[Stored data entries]
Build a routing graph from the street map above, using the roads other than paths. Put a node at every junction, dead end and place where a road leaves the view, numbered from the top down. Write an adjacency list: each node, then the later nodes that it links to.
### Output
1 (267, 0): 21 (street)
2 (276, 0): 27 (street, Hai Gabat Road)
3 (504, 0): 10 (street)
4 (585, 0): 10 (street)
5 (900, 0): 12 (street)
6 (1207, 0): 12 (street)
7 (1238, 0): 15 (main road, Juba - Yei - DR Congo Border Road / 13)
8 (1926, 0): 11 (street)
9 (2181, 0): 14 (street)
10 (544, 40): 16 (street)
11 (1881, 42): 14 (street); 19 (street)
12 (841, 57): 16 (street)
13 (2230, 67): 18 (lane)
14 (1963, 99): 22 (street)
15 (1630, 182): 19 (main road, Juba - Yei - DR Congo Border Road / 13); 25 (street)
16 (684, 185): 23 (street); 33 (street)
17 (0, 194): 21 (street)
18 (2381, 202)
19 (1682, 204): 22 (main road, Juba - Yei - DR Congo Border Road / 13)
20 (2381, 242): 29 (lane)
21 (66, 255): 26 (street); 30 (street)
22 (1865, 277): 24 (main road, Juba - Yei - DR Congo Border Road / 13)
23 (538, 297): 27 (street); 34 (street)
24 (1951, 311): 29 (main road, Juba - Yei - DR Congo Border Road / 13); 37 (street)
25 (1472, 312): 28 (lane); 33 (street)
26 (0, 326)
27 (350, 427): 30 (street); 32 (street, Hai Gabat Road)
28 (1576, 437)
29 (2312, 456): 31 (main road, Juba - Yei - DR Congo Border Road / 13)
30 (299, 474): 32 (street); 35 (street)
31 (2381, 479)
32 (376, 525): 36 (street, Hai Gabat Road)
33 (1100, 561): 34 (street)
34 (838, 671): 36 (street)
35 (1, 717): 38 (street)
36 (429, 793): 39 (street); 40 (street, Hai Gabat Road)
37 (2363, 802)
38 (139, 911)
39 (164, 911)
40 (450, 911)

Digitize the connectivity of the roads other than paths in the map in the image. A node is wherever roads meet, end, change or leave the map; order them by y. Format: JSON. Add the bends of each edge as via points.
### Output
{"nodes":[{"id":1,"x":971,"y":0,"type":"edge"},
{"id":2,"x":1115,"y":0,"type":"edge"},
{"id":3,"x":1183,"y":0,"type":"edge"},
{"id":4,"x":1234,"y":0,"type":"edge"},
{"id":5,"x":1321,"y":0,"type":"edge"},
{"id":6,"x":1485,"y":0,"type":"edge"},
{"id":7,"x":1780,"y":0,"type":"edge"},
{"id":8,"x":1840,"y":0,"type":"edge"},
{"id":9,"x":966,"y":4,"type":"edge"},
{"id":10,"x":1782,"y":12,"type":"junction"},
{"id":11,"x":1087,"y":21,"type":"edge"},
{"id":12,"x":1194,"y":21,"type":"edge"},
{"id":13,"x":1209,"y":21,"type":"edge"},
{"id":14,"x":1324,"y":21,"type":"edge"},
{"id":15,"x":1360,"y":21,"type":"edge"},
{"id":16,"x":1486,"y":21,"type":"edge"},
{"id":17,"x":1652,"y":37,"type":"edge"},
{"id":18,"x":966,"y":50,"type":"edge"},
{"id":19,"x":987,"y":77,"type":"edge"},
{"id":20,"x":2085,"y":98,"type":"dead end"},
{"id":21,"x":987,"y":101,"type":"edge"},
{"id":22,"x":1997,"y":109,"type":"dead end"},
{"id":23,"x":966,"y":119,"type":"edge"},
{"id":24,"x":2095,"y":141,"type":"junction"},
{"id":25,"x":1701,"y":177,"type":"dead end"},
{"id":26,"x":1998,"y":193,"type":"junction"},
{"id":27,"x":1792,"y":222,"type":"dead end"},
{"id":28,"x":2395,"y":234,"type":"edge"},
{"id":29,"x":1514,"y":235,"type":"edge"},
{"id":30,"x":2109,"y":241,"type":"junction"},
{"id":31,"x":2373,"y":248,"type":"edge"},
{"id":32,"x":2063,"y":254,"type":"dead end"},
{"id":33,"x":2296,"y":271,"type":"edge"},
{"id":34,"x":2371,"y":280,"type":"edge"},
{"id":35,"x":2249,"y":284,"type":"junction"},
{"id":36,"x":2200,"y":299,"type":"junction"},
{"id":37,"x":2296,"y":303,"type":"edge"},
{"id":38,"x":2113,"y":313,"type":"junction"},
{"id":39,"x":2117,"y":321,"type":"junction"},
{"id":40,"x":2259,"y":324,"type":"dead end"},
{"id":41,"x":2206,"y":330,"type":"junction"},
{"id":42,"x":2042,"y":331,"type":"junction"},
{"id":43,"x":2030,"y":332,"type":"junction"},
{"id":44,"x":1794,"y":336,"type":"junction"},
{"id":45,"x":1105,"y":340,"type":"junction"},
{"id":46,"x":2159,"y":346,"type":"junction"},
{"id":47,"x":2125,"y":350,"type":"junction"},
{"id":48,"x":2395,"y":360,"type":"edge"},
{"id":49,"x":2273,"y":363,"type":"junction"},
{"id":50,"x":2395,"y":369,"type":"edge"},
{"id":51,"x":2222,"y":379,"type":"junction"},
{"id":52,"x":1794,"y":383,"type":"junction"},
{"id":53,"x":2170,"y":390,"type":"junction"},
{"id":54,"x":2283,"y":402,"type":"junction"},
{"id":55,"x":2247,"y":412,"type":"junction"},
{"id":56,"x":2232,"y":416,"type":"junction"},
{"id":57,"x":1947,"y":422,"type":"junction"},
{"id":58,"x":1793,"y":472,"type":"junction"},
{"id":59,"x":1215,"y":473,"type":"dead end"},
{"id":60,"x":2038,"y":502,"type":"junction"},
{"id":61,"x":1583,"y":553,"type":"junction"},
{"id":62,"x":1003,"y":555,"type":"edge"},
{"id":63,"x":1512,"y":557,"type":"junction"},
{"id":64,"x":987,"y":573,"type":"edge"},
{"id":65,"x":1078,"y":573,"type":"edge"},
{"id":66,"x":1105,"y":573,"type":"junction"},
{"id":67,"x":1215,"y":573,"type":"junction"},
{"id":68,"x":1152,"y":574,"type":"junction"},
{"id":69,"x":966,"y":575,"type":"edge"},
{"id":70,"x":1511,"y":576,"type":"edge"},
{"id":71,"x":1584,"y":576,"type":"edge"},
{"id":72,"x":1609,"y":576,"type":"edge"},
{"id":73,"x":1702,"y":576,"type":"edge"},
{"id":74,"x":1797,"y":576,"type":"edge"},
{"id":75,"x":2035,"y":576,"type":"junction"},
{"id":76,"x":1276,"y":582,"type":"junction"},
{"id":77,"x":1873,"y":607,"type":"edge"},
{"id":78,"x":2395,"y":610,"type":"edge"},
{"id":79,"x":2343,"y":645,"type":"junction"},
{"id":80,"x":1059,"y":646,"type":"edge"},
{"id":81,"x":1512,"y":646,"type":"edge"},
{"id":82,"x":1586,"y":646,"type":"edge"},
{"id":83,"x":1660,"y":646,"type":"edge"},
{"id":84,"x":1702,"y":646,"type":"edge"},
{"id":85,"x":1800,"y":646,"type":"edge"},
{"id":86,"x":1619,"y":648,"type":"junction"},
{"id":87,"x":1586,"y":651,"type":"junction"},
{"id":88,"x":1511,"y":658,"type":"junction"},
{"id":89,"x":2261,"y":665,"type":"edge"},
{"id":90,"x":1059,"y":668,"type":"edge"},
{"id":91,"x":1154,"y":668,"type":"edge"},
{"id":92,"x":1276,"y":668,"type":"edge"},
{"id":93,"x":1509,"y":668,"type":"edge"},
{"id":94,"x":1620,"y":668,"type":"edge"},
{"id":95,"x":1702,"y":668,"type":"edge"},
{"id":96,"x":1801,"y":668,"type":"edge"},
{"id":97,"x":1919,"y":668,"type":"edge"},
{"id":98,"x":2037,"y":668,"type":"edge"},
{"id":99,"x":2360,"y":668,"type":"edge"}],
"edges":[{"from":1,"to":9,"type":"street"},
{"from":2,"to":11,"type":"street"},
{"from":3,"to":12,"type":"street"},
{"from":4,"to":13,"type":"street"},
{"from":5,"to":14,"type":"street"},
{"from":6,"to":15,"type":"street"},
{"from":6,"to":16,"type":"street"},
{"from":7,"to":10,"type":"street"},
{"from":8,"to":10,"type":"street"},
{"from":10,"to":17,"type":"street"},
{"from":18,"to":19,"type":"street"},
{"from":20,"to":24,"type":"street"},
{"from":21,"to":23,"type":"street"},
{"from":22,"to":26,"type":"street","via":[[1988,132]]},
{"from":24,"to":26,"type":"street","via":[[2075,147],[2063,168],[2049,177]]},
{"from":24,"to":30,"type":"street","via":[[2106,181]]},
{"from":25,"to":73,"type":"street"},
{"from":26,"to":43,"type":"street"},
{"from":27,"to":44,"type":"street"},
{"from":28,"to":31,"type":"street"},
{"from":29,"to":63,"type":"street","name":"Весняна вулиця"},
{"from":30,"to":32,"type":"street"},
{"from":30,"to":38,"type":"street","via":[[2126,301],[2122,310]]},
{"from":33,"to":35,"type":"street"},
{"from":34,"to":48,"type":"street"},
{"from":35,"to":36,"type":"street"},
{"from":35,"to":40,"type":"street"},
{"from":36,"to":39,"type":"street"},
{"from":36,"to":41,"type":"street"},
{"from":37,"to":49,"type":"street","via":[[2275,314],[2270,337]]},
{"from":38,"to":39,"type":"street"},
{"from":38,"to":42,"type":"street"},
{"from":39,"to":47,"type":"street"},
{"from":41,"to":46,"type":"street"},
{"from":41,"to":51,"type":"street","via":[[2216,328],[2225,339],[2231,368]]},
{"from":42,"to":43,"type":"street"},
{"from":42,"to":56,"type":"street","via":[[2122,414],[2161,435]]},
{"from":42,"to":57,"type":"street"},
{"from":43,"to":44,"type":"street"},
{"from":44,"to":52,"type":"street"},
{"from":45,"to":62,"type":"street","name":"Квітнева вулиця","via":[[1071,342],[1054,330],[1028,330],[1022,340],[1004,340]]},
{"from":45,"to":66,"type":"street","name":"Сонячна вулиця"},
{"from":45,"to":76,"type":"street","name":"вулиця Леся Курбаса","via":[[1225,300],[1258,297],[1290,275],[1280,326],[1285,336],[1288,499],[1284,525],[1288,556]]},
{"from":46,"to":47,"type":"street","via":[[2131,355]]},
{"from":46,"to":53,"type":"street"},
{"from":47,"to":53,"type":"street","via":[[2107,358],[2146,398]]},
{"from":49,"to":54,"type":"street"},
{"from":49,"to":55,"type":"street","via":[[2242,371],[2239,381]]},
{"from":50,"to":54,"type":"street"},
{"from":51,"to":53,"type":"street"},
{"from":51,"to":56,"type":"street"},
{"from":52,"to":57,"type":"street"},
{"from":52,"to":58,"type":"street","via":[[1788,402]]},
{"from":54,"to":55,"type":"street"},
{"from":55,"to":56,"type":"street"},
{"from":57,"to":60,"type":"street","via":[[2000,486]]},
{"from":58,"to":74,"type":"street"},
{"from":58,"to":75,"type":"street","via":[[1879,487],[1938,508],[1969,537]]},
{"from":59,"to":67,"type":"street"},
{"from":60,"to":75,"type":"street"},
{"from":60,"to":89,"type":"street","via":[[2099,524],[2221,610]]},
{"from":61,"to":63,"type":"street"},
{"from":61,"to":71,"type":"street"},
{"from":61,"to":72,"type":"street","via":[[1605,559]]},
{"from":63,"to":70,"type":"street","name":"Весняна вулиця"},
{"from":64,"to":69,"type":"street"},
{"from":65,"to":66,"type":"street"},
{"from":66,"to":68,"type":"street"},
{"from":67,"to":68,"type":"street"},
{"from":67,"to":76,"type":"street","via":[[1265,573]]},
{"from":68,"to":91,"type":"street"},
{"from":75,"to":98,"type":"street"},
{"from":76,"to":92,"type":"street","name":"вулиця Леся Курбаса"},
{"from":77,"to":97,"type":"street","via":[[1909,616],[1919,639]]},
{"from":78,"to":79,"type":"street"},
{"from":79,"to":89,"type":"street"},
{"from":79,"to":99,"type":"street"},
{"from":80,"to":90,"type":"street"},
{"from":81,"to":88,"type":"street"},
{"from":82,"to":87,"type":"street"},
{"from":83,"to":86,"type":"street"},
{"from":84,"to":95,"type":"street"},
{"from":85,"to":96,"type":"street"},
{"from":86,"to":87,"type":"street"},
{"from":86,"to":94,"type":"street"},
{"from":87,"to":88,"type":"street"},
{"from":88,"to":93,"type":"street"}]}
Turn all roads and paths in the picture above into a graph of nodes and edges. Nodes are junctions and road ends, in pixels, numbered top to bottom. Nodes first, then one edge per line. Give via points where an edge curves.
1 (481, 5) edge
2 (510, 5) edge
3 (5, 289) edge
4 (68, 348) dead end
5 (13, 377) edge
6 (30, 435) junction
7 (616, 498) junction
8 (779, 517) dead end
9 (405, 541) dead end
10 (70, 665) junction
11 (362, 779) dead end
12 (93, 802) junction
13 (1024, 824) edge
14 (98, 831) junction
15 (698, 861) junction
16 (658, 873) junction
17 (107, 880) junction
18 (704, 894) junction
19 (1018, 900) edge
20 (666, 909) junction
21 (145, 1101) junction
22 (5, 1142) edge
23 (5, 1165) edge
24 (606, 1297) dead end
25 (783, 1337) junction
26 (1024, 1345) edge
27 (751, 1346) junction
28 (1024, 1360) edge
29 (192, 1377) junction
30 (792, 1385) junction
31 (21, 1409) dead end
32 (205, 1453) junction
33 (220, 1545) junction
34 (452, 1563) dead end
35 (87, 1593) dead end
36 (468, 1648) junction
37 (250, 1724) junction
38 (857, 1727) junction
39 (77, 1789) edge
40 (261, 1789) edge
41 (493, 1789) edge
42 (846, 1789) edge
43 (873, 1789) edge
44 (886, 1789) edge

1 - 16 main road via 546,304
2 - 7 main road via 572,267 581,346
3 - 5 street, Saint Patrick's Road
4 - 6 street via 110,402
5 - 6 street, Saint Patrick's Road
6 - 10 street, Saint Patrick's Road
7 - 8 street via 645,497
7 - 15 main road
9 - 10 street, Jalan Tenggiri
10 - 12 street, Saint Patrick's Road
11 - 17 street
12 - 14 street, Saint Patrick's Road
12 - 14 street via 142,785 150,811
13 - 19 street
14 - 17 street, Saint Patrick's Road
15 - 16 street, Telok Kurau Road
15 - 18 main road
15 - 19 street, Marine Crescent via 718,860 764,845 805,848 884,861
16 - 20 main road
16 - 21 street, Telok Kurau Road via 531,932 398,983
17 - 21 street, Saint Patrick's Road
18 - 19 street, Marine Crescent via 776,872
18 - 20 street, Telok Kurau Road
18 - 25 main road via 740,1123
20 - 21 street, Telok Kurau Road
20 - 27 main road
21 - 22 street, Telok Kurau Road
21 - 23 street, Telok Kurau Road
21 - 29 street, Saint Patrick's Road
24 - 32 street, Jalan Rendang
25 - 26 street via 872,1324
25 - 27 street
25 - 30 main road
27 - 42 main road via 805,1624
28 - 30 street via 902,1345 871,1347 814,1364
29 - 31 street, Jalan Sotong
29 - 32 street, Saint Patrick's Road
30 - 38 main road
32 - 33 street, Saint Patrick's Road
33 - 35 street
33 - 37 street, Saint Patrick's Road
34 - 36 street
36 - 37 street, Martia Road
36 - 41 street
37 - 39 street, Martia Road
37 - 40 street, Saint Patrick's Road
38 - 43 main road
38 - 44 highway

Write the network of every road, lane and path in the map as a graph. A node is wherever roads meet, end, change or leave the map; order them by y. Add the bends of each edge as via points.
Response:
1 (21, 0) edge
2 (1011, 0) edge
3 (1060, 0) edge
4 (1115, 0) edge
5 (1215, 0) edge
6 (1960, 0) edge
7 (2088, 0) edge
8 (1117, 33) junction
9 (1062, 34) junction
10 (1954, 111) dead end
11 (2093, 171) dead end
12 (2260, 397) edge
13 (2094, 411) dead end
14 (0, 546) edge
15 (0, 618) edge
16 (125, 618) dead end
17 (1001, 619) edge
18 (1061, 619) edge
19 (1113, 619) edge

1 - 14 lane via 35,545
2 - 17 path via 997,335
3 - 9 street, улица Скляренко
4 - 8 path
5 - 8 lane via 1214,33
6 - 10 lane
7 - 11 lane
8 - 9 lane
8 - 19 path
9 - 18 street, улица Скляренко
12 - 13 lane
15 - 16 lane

> _Exercise aim_:
Would you please set down the lines from the one with "Write the network" to the end of the data above, exactly and without any other lines?

> _The completed task_:
Write the network of every road, lane and path in the map as a graph. A node is wherever roads meet, end, change or leave the map; order them by y. Add the bends of each edge as via points.
Response:
1 (21, 0) edge
2 (1011, 0) edge
3 (1060, 0) edge
4 (1115, 0) edge
5 (1215, 0) edge
6 (1960, 0) edge
7 (2088, 0) edge
8 (1117, 33) junction
9 (1062, 34) junction
10 (1954, 111) dead end
11 (2093, 171) dead end
12 (2260, 397) edge
13 (2094, 411) dead end
14 (0, 546) edge
15 (0, 618) edge
16 (125, 618) dead end
17 (1001, 619) edge
18 (1061, 619) edge
19 (1113, 619) edge

1 - 14 lane via 35,545
2 - 17 path via 997,335
3 - 9 street, улица Скляренко
4 - 8 path
5 - 8 lane via 1214,33
6 - 10 lane
7 - 11 lane
8 - 9 lane
8 - 19 path
9 - 18 street, улица Скляренко
12 - 13 lane
15 - 16 lane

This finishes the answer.